Working data Block Start

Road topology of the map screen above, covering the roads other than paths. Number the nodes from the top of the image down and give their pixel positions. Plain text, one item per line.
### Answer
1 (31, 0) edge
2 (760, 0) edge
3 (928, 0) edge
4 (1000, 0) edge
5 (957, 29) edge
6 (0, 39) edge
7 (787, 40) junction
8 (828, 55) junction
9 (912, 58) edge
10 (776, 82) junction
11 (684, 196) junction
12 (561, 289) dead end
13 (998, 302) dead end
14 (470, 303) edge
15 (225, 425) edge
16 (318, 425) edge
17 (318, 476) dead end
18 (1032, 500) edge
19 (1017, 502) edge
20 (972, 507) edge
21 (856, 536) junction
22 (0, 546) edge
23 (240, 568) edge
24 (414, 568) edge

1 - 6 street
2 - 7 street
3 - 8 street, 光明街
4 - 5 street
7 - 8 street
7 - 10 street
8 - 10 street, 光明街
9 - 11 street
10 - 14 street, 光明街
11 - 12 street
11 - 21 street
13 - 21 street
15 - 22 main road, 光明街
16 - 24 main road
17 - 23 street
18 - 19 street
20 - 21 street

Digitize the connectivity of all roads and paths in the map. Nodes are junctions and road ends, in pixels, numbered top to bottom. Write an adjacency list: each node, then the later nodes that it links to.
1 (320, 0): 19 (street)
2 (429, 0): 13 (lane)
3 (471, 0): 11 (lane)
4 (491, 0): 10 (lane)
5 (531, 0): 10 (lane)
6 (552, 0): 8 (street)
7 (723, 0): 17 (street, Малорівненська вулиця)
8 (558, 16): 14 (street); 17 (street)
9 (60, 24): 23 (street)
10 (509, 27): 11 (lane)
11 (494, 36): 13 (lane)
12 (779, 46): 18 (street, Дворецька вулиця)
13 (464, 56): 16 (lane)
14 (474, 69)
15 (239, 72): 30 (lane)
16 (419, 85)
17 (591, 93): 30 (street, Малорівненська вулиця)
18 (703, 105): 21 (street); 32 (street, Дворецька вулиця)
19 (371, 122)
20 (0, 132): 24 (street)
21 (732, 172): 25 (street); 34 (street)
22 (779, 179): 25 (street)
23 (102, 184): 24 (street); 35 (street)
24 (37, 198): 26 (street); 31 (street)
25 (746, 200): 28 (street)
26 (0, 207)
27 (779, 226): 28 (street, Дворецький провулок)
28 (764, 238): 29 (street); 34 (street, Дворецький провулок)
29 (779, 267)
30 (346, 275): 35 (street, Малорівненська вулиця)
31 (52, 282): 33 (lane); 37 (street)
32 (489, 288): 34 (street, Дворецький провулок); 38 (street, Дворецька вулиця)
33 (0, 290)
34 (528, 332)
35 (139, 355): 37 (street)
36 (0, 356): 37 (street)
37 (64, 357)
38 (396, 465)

Working data Block End

Work instruction
For this exercise, set down the entire listing above exactly as given.

Response
Road topology of the map screen above, covering the roads other than paths. Number the nodes from the top of the image down and give their pixel positions. Plain text, one item per line.
### Answer
1 (31, 0) edge
2 (760, 0) edge
3 (928, 0) edge
4 (1000, 0) edge
5 (957, 29) edge
6 (0, 39) edge
7 (787, 40) junction
8 (828, 55) junction
9 (912, 58) edge
10 (776, 82) junction
11 (684, 196) junction
12 (561, 289) dead end
13 (998, 302) dead end
14 (470, 303) edge
15 (225, 425) edge
16 (318, 425) edge
17 (318, 476) dead end
18 (1032, 500) edge
19 (1017, 502) edge
20 (972, 507) edge
21 (856, 536) junction
22 (0, 546) edge
23 (240, 568) edge
24 (414, 568) edge

1 - 6 street
2 - 7 street
3 - 8 street, 光明街
4 - 5 street
7 - 8 street
7 - 10 street
8 - 10 street, 光明街
9 - 11 street
10 - 14 street, 光明街
11 - 12 street
11 - 21 street
13 - 21 street
15 - 22 main road, 光明街
16 - 24 main road
17 - 23 street
18 - 19 street
20 - 21 street

Digitize the connectivity of all roads and paths in the map. Nodes are junctions and road ends, in pixels, numbered top to bottom. Write an adjacency list: each node, then the later nodes that it links to.
1 (320, 0): 19 (street)
2 (429, 0): 13 (lane)
3 (471, 0): 11 (lane)
4 (491, 0): 10 (lane)
5 (531, 0): 10 (lane)
6 (552, 0): 8 (street)
7 (723, 0): 17 (street, Малорівненська вулиця)
8 (558, 16): 14 (street); 17 (street)
9 (60, 24): 23 (street)
10 (509, 27): 11 (lane)
11 (494, 36): 13 (lane)
12 (779, 46): 18 (street, Дворецька вулиця)
13 (464, 56): 16 (lane)
14 (474, 69)
15 (239, 72): 30 (lane)
16 (419, 85)
17 (591, 93): 30 (street, Малорівненська вулиця)
18 (703, 105): 21 (street); 32 (street, Дворецька вулиця)
19 (371, 122)
20 (0, 132): 24 (street)
21 (732, 172): 25 (street); 34 (street)
22 (779, 179): 25 (street)
23 (102, 184): 24 (street); 35 (street)
24 (37, 198): 26 (street); 31 (street)
25 (746, 200): 28 (street)
26 (0, 207)
27 (779, 226): 28 (street, Дворецький провулок)
28 (764, 238): 29 (street); 34 (street, Дворецький провулок)
29 (779, 267)
30 (346, 275): 35 (street, Малорівненська вулиця)
31 (52, 282): 33 (lane); 37 (street)
32 (489, 288): 34 (street, Дворецький провулок); 38 (street, Дворецька вулиця)
33 (0, 290)
34 (528, 332)
35 (139, 355): 37 (street)
36 (0, 356): 37 (street)
37 (64, 357)
38 (396, 465)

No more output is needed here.